Sacubitril/valsartan inhibits ox‑LDL‑induced MALAT1 expression, inflammation and apoptosis by suppressing the TLR4/NF‑κB signaling pathway in HUVECs.

Abstract

The therapeutic effect of sacubitril/valsartan(S/V) on heart failure has been confirmed, while its role in atherosclerosis remains largely unexplored. The present study aimed to investigate the effects of S/V on the expression of metastasis‑associated lung adenocarcinoma transcript1(MALAT1), inflammation and apoptosis in human umbilical vein endothelial cells (HUVECs) induced by oxidized low‑density lipoprotein (ox‑LDL) and to elucidate its possible mechanism.

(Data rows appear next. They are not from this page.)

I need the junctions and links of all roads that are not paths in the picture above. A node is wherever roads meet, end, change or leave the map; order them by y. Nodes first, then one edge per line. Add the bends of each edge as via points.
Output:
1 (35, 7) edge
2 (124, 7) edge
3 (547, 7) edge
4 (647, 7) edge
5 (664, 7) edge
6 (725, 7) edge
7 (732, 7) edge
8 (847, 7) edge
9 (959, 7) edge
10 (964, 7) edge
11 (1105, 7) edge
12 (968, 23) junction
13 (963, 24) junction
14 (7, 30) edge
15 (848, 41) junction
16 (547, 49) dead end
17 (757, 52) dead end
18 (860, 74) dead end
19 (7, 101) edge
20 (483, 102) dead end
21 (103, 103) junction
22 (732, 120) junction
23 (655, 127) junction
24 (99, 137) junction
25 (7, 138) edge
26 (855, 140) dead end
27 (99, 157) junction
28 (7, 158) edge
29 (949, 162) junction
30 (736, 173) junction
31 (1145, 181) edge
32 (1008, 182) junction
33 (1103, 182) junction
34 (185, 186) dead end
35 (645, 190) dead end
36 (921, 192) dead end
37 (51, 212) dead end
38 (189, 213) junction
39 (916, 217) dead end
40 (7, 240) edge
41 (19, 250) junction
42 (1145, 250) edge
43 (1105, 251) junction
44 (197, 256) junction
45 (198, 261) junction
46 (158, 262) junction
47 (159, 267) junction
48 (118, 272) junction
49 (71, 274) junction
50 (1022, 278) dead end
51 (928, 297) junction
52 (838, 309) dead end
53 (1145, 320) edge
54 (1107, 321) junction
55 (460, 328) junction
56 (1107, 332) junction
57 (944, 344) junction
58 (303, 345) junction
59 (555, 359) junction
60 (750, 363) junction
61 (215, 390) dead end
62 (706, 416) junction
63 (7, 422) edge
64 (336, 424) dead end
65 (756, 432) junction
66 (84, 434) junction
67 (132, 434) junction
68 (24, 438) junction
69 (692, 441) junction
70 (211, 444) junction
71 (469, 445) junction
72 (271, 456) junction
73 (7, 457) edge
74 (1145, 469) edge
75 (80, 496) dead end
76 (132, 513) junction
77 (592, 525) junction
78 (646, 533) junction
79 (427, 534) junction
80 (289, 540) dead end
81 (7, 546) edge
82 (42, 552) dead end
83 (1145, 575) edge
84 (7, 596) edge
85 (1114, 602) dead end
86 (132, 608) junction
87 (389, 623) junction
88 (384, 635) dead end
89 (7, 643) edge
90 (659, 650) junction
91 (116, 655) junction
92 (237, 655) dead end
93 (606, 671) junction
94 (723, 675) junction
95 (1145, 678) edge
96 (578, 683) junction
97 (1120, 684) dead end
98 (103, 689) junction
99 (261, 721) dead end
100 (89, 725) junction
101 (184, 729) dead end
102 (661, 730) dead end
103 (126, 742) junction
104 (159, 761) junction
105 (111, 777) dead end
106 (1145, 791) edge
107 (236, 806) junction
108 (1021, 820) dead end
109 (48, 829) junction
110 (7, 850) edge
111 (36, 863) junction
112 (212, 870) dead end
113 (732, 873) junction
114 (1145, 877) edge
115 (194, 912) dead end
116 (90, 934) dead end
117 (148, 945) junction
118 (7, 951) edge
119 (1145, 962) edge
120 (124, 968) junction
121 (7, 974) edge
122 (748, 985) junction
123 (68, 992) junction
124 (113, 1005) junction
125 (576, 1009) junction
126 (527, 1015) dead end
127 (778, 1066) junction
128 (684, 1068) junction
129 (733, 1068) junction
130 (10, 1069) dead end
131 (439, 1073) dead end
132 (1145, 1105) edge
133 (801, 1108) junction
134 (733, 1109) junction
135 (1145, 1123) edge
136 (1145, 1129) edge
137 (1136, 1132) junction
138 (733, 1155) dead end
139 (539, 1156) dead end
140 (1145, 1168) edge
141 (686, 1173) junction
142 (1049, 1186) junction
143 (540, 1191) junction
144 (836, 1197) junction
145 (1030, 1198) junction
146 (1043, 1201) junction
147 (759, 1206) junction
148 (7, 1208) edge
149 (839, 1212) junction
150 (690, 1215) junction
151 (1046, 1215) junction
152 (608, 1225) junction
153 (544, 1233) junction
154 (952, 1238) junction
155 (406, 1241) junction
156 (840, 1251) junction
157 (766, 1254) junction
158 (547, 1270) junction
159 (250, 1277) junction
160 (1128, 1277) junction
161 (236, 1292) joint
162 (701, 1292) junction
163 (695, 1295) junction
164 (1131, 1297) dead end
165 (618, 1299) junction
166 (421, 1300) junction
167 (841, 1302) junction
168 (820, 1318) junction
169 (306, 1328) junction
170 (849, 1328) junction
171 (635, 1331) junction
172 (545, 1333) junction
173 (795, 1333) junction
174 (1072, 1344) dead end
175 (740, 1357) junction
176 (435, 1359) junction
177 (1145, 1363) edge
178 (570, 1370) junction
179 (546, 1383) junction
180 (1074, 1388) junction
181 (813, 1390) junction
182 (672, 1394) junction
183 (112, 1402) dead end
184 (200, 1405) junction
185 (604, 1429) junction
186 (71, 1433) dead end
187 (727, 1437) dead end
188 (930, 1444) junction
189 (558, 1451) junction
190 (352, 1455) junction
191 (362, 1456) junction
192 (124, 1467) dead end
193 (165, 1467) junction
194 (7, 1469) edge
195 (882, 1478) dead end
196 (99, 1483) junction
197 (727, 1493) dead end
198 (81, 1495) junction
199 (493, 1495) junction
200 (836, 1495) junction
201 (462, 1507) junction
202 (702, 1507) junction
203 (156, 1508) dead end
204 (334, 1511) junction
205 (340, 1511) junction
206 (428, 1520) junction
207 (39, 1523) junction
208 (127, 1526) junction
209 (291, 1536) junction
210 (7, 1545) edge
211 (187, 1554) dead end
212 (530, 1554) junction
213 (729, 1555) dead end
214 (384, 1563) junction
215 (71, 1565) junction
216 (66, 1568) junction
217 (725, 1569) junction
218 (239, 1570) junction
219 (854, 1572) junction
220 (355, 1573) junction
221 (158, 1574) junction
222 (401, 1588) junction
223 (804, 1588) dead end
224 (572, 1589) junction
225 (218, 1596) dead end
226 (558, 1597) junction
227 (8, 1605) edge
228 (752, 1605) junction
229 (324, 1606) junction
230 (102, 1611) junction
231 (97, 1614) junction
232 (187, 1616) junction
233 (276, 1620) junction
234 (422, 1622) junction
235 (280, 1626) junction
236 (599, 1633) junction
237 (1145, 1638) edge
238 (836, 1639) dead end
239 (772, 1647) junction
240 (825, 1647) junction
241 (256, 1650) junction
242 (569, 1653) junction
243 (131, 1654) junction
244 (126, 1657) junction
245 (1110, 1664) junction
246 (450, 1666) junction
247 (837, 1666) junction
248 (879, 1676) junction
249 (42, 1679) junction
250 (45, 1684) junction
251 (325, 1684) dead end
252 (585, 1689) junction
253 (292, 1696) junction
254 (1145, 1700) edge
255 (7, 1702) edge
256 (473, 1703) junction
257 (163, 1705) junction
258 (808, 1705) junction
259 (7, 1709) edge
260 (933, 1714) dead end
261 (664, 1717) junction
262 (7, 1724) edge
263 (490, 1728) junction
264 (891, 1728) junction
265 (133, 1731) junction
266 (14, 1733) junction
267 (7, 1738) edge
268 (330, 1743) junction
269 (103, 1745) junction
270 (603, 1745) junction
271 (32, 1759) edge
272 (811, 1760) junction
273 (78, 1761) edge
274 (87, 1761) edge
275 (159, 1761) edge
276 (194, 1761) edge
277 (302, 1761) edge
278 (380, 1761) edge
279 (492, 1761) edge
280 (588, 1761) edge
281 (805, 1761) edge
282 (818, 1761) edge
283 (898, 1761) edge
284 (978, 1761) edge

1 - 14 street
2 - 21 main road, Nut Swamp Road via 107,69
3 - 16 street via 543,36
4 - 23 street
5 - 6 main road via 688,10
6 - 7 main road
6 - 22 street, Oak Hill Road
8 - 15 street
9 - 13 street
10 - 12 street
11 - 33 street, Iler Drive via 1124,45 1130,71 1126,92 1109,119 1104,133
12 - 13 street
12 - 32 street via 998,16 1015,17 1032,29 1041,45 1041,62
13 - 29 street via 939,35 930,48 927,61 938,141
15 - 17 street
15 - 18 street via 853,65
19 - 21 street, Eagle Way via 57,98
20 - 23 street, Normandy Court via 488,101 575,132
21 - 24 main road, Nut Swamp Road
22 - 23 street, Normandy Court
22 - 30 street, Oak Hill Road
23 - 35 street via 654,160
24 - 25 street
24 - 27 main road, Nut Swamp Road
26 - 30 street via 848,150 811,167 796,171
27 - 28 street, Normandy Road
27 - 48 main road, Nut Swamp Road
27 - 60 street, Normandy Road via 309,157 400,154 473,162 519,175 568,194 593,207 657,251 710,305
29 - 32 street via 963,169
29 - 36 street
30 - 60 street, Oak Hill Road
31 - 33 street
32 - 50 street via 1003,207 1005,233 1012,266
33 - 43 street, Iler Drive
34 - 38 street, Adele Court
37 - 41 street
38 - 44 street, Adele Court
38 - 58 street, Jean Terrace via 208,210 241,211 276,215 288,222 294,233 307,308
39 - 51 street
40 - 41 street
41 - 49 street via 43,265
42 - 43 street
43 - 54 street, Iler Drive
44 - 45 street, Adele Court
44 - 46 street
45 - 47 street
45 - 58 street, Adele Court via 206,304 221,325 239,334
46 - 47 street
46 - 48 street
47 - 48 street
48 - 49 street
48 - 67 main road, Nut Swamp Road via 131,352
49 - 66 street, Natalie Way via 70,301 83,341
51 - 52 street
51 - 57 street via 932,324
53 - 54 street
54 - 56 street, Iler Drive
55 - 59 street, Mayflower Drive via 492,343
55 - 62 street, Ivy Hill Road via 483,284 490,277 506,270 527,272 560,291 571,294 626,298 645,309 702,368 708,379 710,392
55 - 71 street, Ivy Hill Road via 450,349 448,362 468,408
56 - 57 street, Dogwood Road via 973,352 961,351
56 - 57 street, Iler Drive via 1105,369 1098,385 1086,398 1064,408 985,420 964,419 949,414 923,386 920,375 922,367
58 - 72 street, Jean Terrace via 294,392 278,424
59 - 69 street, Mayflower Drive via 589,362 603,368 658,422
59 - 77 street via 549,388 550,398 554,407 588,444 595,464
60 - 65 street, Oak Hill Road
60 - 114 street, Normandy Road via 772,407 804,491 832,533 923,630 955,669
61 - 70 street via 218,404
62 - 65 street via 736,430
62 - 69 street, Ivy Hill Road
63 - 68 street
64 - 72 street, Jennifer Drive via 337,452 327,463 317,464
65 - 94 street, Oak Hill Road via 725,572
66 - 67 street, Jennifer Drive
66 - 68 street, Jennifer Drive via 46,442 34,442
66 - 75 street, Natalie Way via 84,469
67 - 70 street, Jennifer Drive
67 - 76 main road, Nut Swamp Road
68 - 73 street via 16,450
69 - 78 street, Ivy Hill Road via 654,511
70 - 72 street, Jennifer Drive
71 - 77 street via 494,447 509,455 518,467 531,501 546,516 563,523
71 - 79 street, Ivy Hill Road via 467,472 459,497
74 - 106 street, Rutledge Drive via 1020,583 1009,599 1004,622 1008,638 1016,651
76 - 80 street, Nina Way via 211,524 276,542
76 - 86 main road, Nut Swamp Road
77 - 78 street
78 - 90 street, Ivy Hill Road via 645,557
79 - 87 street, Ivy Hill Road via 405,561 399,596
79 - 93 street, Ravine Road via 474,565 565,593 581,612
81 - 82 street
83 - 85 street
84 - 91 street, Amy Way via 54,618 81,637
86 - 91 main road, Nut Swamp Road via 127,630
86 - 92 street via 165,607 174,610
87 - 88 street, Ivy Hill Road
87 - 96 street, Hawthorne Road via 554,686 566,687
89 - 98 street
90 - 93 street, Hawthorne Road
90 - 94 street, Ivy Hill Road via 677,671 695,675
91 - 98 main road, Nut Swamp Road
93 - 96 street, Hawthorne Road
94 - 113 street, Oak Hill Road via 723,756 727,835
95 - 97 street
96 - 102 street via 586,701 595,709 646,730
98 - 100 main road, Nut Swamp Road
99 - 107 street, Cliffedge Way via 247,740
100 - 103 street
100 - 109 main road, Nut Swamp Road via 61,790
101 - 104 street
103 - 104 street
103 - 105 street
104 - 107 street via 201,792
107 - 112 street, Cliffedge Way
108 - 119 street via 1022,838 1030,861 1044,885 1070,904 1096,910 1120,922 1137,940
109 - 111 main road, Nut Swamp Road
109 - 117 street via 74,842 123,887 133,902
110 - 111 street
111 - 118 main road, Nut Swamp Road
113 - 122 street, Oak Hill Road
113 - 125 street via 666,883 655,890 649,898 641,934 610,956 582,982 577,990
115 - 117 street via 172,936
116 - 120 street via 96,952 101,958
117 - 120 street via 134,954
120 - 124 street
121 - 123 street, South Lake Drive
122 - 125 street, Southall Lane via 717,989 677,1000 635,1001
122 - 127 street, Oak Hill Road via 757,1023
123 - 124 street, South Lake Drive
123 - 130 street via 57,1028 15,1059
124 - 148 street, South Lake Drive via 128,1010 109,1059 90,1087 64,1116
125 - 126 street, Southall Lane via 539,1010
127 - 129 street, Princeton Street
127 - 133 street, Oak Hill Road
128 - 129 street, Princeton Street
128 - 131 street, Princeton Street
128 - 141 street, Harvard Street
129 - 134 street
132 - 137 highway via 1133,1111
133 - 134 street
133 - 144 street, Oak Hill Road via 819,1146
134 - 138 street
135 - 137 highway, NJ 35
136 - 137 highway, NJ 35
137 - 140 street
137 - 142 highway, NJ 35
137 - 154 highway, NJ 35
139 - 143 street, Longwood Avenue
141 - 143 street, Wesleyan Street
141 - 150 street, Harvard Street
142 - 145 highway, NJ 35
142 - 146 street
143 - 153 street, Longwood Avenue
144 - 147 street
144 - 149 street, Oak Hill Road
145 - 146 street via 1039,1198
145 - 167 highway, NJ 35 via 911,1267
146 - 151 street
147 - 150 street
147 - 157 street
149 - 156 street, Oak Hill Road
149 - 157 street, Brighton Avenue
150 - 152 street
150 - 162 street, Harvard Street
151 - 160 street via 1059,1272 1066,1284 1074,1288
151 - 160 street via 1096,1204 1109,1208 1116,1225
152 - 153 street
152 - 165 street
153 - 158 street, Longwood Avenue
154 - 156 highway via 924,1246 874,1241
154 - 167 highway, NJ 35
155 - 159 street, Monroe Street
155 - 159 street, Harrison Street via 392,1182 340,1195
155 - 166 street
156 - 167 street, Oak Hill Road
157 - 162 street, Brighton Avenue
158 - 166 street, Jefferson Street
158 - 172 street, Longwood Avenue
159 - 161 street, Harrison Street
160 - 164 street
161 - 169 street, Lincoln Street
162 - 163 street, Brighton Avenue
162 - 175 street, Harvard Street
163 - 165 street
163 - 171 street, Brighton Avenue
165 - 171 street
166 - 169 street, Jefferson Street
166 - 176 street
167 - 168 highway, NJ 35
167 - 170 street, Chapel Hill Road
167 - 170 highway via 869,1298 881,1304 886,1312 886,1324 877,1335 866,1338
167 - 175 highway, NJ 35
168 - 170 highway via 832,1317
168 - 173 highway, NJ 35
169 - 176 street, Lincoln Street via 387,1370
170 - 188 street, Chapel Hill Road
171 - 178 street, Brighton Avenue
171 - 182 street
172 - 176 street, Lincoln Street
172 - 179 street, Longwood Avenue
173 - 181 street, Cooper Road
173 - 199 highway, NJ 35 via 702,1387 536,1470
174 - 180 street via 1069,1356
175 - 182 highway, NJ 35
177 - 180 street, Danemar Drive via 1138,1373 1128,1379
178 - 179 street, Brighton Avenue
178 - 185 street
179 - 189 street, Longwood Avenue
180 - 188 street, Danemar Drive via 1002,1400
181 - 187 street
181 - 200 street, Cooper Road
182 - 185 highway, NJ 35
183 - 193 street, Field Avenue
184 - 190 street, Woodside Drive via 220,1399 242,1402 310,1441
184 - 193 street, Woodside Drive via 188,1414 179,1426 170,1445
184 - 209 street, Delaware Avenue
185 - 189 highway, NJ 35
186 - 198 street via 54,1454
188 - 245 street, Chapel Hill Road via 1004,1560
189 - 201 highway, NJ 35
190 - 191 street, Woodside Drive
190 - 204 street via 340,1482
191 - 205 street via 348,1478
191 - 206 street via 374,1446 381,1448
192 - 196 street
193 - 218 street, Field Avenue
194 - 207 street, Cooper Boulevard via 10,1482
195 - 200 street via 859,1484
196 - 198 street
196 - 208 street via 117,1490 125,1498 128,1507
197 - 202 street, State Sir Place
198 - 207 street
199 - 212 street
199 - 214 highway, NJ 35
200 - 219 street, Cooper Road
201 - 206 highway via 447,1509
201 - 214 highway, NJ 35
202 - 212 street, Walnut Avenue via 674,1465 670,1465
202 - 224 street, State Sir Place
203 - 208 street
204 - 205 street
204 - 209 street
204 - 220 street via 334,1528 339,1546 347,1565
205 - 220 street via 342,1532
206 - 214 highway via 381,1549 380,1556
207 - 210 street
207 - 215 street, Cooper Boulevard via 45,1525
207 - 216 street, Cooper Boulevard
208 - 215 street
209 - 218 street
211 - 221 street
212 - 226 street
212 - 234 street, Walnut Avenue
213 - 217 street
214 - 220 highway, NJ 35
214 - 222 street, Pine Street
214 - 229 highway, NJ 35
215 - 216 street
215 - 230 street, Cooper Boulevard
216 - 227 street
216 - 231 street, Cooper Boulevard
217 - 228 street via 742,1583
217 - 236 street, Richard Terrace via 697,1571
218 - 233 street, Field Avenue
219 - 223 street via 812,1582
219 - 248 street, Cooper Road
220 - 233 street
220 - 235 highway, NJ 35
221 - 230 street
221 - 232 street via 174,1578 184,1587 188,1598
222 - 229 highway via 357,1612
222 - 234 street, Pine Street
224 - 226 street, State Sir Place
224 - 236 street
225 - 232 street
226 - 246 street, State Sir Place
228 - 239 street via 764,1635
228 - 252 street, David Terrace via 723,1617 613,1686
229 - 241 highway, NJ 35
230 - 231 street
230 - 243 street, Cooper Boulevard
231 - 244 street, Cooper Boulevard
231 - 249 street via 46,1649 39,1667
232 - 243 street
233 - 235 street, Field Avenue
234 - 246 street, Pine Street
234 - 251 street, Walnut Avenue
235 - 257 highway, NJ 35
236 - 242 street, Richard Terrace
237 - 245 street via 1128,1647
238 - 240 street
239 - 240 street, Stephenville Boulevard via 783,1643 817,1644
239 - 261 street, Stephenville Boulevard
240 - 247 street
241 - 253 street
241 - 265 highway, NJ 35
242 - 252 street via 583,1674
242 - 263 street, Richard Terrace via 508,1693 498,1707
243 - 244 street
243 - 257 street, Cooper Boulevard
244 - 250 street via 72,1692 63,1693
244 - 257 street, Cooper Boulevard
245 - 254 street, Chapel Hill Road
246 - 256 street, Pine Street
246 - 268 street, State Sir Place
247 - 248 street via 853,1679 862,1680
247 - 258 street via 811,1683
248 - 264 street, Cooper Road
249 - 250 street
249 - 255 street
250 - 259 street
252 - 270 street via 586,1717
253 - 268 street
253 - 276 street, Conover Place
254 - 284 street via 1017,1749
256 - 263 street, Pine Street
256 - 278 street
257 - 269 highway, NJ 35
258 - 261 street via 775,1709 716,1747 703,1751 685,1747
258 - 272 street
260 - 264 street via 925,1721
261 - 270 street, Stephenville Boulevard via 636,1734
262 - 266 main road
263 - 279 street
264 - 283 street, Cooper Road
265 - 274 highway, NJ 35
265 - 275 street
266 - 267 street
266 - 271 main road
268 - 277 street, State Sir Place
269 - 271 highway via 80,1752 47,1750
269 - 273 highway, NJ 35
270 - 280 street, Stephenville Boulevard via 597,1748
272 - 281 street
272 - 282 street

Cell Counting Kit‑8 assay was used to detect cell viability. Reverse transcription‑quantitative PCR was performed to detect the MALAT1 expression. ELISA was performed to detect the levels of IL‑1β, IL‑6 and TNF‑α. Flow cytometry was conducted to detect the apoptotic rate of cells. A nitric oxide (NO) detection kit was used to determine the concentration of NO. Western blotting analysis was performed to determine the levels of intercellular cell adhesion molecule (ICAM)‑1, vascular cell adhesion molecule (VCAM)‑1, endothelin‑1, caspase‑3, Bax, Bcl‑2, Toll‑like receptor4(TLR4), p65 and p‑p65. Compared with the ox‑LDL group, S/V treatment significantly increased the cell viability, NO concentration and Bcl‑2 expression, decreased the levels of IL‑1β, IL‑6 and TNF‑α and reduced the expressions of MALAT1, ICAM‑1, VCAM‑1, cleaved‑caspase‑3, Bax, TLR4 and p‑p65. Overall, the findings suggested that S/V could downregulate the expression of MALAT1, inhibit inflammation and apoptosis and improve endothelial function in ox‑LDL‑induced HUVECs via inactivating the TLR4/NF‑κB signaling pathway. Therefore, S/V might be utilized as a promising therapeutic strategy for the prevention and treatment of atherosclerosis.